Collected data
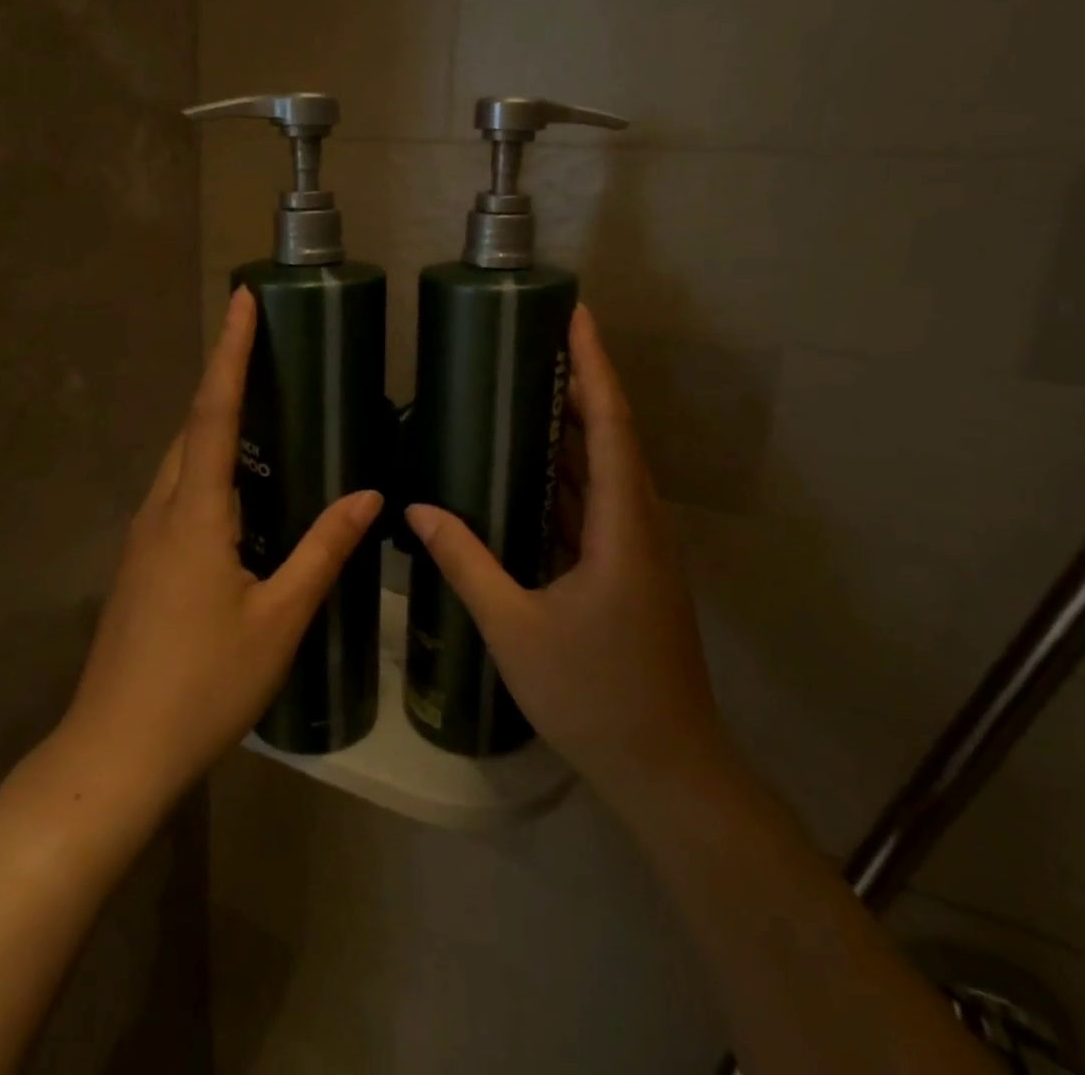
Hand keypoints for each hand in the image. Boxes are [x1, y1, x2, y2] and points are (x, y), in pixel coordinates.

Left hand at [64, 286, 382, 801]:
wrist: (115, 753)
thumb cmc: (203, 685)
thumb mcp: (279, 619)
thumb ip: (323, 551)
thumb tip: (369, 494)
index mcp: (194, 513)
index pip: (215, 412)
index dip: (231, 352)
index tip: (242, 299)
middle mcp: (161, 511)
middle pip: (192, 427)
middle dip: (223, 378)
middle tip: (261, 344)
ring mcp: (143, 539)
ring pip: (181, 461)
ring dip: (214, 422)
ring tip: (256, 403)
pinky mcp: (141, 565)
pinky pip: (177, 493)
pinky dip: (207, 467)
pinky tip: (237, 489)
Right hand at [405, 305, 729, 808]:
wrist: (666, 768)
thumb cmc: (593, 695)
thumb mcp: (515, 627)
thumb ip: (466, 562)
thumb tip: (417, 508)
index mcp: (622, 525)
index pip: (610, 423)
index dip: (593, 365)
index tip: (575, 316)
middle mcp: (640, 524)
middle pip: (612, 436)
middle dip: (578, 384)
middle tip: (533, 344)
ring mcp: (640, 548)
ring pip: (607, 471)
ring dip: (574, 429)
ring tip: (527, 391)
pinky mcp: (633, 570)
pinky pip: (600, 504)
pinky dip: (569, 477)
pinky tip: (532, 472)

# [TASK REQUIREMENTS]
Each line in the records above should be reproduced exactly; images are not copied.

# [ANSWER TO THIS EXERCISE]
Hand keypoints for each hand in the image. Boxes are [x1, y1, x2, y2] and points are (x, y), in pixel coordinates.

Left hand at [64, 286, 382, 801]:
wrist: (115, 753)
thumb cmc: (203, 685)
thumb mcp: (279, 619)
thumb ip: (323, 551)
thumb tip: (369, 494)
index mcp: (194, 513)
index pip: (215, 412)
index dip: (231, 352)
index tip: (242, 299)
middle mcp: (161, 511)
middle pip: (192, 427)
middle dip: (223, 378)
middle tip: (261, 344)
ring mcp: (143, 539)
ring pip: (181, 461)
ring dip: (214, 422)
ring tip: (256, 403)
pinky mcp: (141, 565)
pinky pip: (177, 493)
pinky dip: (207, 467)
pinky tip: (237, 489)
Right hand at [405, 305, 729, 808]:
wrist: (666, 768)
thumb cmc: (593, 695)
thumb mcp: (515, 627)
thumb ip: (466, 562)
thumb tip: (417, 508)
index mcp: (622, 525)
index pip: (610, 423)
index dip: (593, 365)
index tip: (575, 316)
middle mcp: (640, 524)
middle pip: (612, 436)
middle dip: (578, 384)
middle tip: (533, 344)
ring mcp: (640, 548)
ring pip: (607, 471)
ring dip: (574, 429)
ring tip: (527, 391)
pinky mcp: (633, 570)
pinky pip: (600, 504)
pinky dip: (569, 477)
pinky tip: (532, 472)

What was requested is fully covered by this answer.